Loading
Get Disenrollment Form - Allwell.pshpgeorgia.com
How it works
-
Open form follow the instructions
-
Easily sign the form with your finger
-
Send filled & signed form or save
How to fill out the Disenrollment Form - Allwell.pshpgeorgia.com online
This guide provides clear instructions on how to complete the Disenrollment Form for Allwell online. Following these steps will help ensure that your disenrollment is processed smoothly.
Follow the steps to complete your disenrollment form online.
- Press the ‘Get Form’ button to acquire the disenrollment form and open it in a suitable editor.
- Fill out the required personal information. Start with your last name, middle initial, and first name. Next, enter your Medicare number, date of birth, and sex.
- Provide your home phone number for contact purposes. Ensure that all details are accurate and complete.
- Read the statements regarding disenrollment carefully. If you are enrolled in another Medicare or prescription drug plan, ensure you understand how this affects your current membership.
- Sign and date the form where indicated. If someone is signing on your behalf, ensure they provide their name, address, relationship to you, and phone number.

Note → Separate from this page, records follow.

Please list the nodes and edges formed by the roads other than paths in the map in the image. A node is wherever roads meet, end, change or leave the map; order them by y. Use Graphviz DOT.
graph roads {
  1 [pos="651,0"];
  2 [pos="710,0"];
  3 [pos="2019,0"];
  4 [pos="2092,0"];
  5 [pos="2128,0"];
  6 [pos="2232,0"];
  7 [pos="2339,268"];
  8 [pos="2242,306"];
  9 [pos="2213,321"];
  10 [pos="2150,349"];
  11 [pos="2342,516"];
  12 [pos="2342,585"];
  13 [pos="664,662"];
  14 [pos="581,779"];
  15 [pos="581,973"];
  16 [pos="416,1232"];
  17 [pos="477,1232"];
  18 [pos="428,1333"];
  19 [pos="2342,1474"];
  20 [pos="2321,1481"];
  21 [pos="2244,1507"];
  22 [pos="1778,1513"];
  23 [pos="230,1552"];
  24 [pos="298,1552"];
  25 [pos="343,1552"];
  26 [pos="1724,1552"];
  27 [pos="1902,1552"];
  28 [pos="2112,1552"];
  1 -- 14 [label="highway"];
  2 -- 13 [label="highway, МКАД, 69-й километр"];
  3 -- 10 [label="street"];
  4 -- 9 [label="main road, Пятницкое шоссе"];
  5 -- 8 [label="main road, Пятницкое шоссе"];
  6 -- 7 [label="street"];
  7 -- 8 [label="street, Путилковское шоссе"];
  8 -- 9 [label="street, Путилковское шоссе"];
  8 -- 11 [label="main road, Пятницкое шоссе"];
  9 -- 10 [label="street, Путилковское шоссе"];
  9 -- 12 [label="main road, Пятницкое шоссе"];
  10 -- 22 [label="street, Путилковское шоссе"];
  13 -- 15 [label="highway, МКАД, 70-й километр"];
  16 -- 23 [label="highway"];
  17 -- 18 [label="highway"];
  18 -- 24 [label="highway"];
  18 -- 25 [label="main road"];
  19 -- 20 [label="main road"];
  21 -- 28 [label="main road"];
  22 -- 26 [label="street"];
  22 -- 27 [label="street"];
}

- Carefully check any boxes that apply to certify your eligibility for disenrollment, as specified in the form.
- Complete any additional information requested regarding qualifying events for disenrollment, if applicable.

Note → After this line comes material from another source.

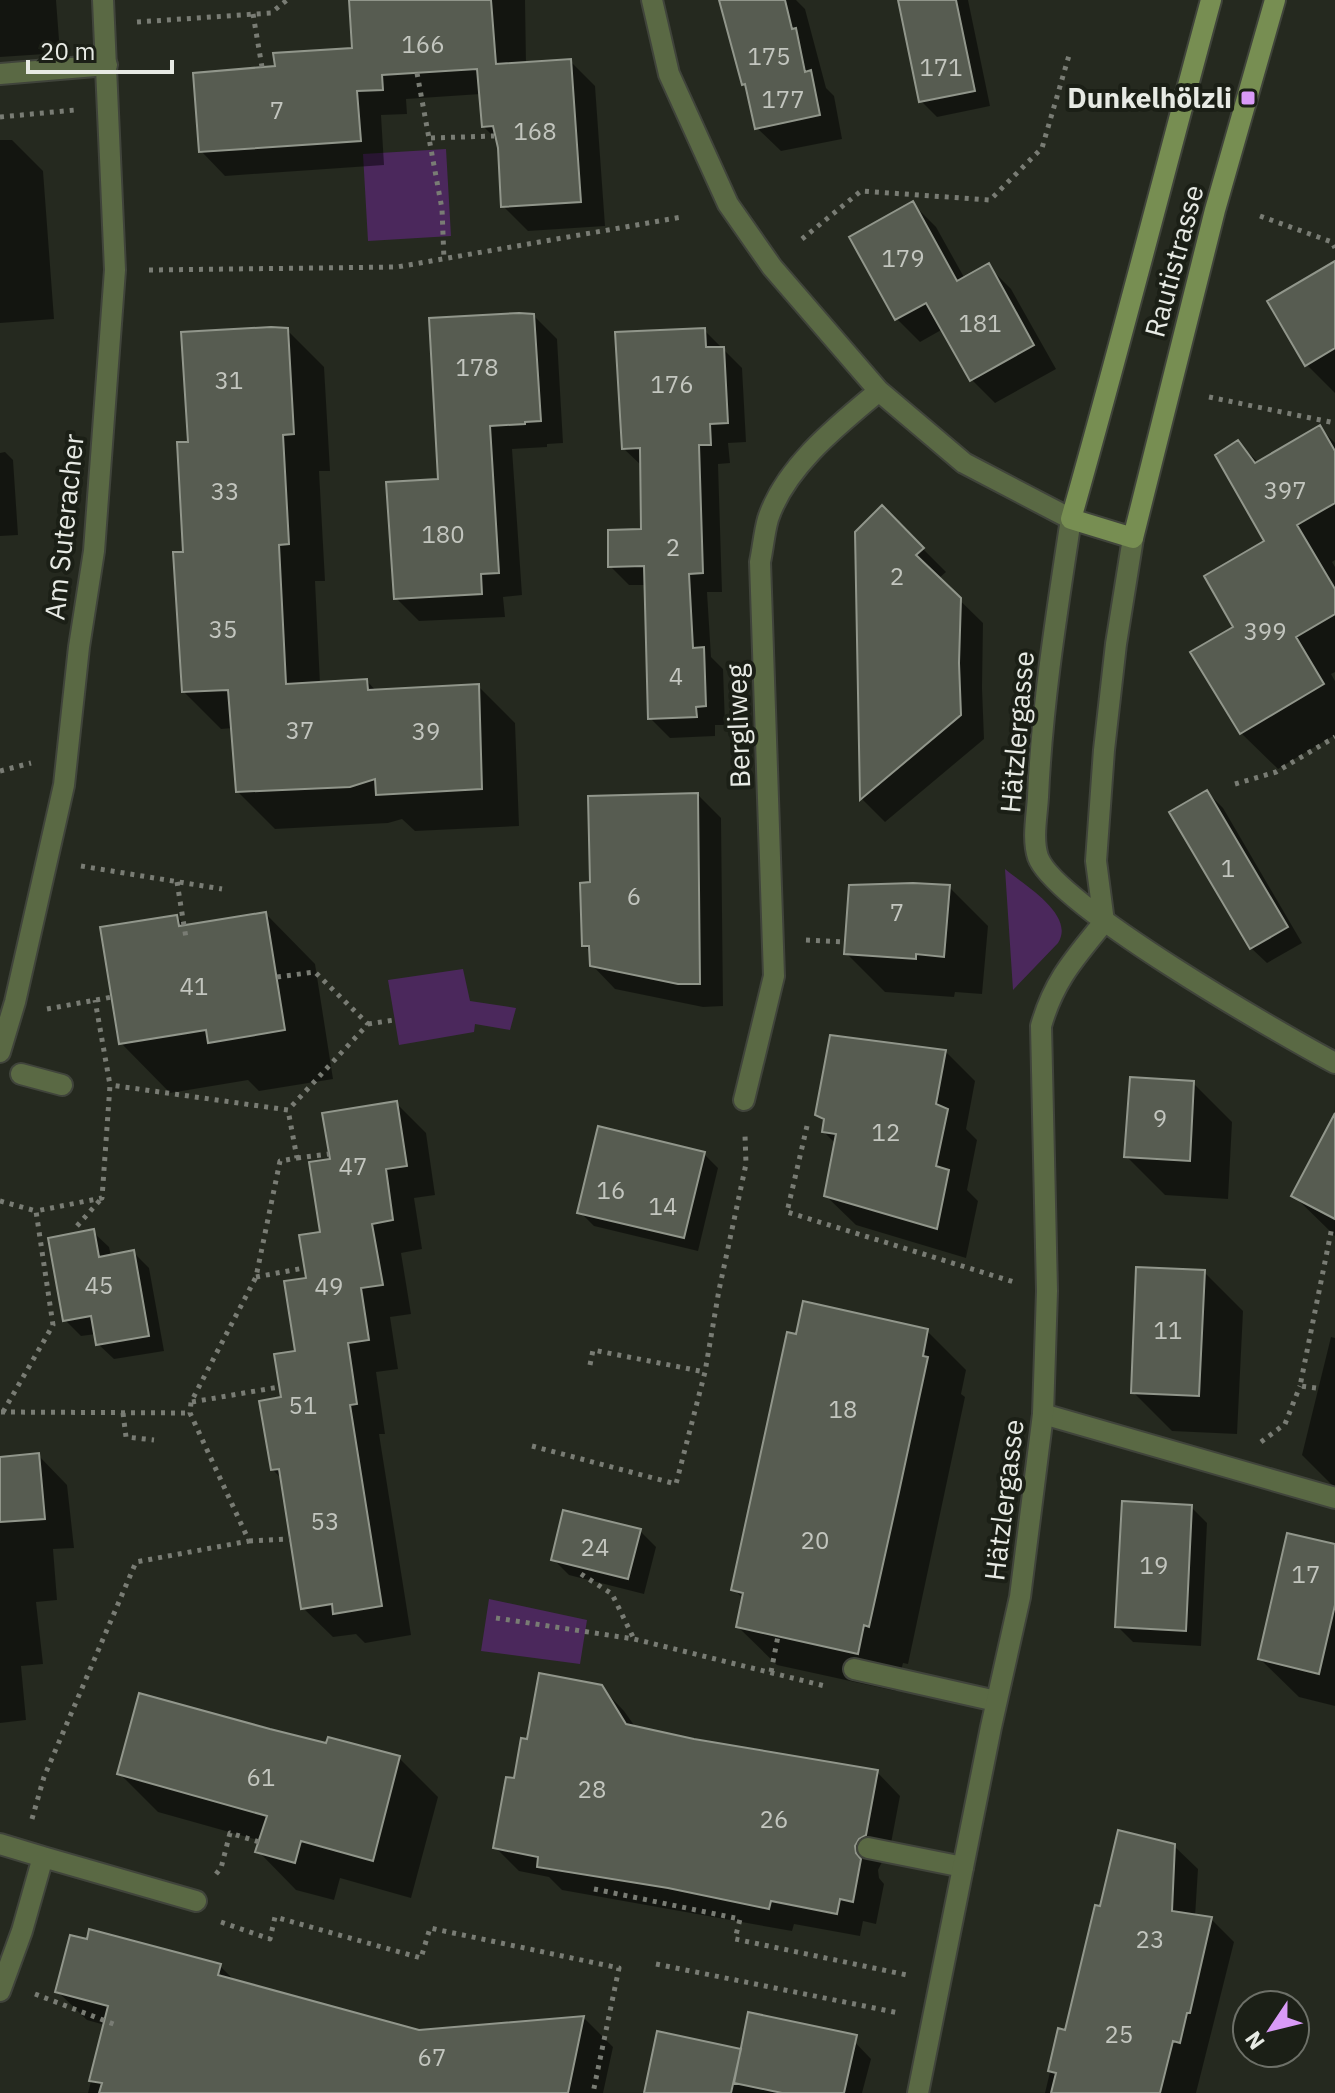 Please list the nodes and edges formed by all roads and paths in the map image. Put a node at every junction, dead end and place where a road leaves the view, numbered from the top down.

- After ensuring all sections are filled correctly, save your changes. You can then download, print, or share the completed form as necessary.
Begin your disenrollment process online by filling out the form today.
§ 460.164 Involuntary disenrollment. A participant may be involuntarily disenrolled for any of the following reasons: (1) The participant, after a 30-day grace period, fails to pay or make satisfactory arrangements to pay any premium due the PACE organization.